== Data for review

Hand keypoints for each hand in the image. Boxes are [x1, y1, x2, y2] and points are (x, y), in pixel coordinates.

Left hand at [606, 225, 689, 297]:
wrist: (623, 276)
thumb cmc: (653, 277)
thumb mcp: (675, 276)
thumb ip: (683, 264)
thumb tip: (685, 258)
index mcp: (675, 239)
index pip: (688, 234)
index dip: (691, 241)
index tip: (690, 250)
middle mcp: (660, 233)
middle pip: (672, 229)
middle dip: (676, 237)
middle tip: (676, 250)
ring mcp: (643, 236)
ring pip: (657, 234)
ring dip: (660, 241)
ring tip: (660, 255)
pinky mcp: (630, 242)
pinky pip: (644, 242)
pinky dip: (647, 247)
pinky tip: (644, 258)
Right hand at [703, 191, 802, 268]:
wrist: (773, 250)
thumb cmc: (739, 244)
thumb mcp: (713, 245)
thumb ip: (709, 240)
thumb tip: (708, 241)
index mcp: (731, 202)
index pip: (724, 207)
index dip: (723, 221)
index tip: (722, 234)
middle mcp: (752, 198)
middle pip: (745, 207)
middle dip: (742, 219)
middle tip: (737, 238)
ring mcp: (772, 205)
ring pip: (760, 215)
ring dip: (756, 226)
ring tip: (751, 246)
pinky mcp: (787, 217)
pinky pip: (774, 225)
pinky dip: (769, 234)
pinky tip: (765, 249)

====
== Data for review

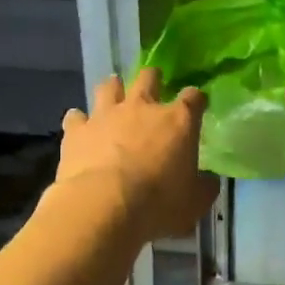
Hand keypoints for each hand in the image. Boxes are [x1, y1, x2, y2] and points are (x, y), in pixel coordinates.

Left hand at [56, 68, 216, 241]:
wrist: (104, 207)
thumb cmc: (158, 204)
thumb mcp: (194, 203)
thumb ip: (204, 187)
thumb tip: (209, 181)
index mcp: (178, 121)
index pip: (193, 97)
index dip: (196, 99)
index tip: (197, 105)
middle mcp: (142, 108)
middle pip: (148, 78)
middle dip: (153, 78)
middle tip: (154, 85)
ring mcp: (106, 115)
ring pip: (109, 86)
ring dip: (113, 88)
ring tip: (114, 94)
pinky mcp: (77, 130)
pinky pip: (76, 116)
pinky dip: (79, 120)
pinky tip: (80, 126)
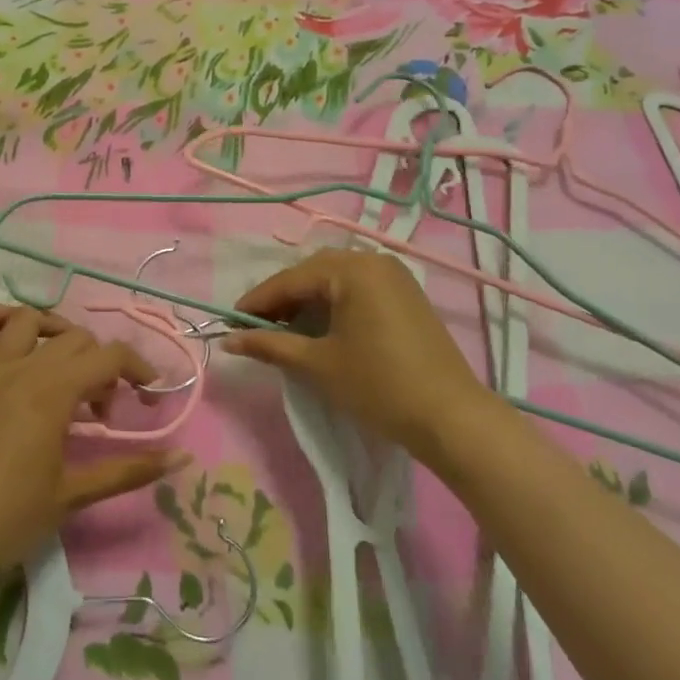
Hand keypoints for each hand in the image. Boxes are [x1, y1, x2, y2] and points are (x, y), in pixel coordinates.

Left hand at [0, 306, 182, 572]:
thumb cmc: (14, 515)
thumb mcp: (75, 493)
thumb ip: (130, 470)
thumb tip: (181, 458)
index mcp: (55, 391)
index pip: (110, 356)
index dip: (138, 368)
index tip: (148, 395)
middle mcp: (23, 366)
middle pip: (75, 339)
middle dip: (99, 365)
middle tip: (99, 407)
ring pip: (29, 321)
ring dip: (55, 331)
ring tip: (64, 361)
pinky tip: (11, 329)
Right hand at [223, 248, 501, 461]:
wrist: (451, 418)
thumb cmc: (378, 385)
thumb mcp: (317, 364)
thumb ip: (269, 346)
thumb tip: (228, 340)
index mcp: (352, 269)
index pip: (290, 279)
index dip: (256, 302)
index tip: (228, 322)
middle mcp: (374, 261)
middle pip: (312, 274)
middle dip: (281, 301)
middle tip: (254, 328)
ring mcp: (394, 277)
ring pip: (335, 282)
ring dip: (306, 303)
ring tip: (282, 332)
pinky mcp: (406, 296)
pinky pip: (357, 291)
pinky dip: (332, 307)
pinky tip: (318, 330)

====

Exercise goal: Using the material above, transcribe exactly the lines from the line with "thumb mcp: (713, 245)" to the line with "pinky tip: (765, 249)"; both count, and nothing else goes in.

Response to the exercise:
thumb mcp: (713, 245)
thumb ip: (709, 240)
thumb tip: (708, 241)
index mcp: (731, 202)
index pip: (724, 207)
index dip: (723, 221)
index tip: (722, 234)
middle mcp: (752, 198)
middle pip: (745, 207)
middle dip: (742, 219)
middle tip: (737, 238)
ring mcp: (772, 205)
ring pip: (760, 215)
ring dip: (756, 226)
ring tip: (751, 246)
pinky mcp: (787, 217)
pinky pip: (774, 225)
pinky dip: (769, 234)
pinky tip: (765, 249)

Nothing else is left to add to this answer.